━━━ SOURCE MATERIAL ━━━

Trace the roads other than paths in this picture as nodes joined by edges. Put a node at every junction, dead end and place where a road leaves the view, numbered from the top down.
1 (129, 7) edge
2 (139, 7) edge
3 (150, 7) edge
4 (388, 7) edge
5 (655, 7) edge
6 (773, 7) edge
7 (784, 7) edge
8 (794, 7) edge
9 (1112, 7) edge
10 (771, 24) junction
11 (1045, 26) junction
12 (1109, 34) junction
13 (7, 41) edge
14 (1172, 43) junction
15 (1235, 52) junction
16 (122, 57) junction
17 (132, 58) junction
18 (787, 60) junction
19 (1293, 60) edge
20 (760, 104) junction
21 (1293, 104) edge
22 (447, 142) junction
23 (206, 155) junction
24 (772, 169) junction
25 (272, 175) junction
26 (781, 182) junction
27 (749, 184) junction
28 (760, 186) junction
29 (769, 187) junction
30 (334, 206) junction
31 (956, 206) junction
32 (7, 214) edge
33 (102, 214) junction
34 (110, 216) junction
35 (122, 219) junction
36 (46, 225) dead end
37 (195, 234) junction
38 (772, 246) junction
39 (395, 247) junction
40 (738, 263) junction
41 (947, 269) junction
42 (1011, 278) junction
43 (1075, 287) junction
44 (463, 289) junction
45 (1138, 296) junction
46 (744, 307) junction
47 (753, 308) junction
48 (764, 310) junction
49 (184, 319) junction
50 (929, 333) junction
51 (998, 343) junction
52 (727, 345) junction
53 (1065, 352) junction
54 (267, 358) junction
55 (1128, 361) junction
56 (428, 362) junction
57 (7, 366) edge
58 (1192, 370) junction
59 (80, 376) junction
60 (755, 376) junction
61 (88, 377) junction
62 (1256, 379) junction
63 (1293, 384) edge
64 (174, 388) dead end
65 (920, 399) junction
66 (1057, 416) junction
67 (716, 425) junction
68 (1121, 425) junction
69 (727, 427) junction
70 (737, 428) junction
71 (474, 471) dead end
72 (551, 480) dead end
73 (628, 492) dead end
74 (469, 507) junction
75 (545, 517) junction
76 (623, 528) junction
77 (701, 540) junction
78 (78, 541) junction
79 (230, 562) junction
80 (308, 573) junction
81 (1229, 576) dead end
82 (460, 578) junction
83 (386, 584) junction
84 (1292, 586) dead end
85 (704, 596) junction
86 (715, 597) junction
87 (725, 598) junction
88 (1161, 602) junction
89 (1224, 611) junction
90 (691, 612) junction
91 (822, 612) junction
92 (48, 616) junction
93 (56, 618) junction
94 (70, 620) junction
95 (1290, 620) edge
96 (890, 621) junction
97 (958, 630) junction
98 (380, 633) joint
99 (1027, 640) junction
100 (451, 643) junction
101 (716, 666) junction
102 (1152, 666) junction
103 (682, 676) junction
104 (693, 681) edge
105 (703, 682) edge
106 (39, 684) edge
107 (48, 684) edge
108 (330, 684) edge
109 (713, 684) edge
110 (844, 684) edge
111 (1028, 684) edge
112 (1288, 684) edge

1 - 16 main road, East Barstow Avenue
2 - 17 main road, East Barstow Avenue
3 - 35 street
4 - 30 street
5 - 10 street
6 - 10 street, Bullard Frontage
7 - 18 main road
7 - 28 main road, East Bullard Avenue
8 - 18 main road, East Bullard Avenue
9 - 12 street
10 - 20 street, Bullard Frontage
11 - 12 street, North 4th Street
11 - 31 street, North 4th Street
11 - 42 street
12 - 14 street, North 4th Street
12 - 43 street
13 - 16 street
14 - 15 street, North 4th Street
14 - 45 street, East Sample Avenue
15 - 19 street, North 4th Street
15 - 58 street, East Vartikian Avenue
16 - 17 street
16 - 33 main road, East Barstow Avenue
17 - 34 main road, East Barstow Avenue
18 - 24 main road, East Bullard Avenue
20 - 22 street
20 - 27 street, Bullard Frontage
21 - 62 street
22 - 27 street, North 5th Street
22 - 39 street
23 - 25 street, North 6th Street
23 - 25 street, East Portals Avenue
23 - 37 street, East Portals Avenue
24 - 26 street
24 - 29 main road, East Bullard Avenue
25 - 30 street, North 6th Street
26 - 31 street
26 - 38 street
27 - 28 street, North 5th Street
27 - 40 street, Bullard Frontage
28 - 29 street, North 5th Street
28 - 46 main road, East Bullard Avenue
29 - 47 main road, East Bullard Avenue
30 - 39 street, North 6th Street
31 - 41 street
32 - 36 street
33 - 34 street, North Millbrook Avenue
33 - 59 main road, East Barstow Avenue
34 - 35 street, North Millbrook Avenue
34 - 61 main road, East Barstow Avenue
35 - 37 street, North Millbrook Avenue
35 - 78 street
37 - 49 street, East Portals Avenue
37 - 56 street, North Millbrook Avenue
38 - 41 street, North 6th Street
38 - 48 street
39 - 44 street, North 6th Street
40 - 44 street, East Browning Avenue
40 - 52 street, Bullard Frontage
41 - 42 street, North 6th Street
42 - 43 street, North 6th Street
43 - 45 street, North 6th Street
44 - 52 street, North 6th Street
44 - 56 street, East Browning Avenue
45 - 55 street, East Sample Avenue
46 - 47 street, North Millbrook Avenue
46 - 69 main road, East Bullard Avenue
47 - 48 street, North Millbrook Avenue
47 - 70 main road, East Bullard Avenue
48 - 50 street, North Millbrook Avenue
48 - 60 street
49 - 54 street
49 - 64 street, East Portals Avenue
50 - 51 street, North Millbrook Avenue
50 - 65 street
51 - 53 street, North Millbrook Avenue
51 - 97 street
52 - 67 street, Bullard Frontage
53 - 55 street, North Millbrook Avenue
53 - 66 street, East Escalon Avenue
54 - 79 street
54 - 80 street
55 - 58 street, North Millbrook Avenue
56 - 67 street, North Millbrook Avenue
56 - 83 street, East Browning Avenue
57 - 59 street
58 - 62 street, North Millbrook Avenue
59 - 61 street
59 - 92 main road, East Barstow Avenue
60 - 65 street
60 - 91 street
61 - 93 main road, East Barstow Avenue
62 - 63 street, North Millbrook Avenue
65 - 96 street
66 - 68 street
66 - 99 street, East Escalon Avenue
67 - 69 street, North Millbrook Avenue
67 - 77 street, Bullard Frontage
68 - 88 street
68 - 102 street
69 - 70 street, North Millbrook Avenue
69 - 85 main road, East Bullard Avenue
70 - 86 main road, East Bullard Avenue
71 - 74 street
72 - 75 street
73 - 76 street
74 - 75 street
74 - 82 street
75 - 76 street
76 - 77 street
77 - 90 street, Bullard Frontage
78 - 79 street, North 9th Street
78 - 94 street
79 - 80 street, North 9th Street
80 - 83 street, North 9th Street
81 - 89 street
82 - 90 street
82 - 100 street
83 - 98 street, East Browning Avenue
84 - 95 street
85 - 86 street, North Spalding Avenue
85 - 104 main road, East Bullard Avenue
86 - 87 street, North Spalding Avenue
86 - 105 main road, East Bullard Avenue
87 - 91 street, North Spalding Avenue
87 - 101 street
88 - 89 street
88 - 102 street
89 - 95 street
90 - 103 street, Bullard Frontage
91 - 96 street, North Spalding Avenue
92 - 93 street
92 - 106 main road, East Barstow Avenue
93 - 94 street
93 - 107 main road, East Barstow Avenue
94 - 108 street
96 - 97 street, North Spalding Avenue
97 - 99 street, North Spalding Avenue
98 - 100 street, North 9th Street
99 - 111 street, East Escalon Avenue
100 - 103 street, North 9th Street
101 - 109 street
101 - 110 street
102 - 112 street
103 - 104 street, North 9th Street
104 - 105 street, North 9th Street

━━━

** WHAT YOU NEED TO DO **
Going through the listing, tally each line that contains "Sample", then state the total with no other text.

** ANSWER TO THIS TASK **
2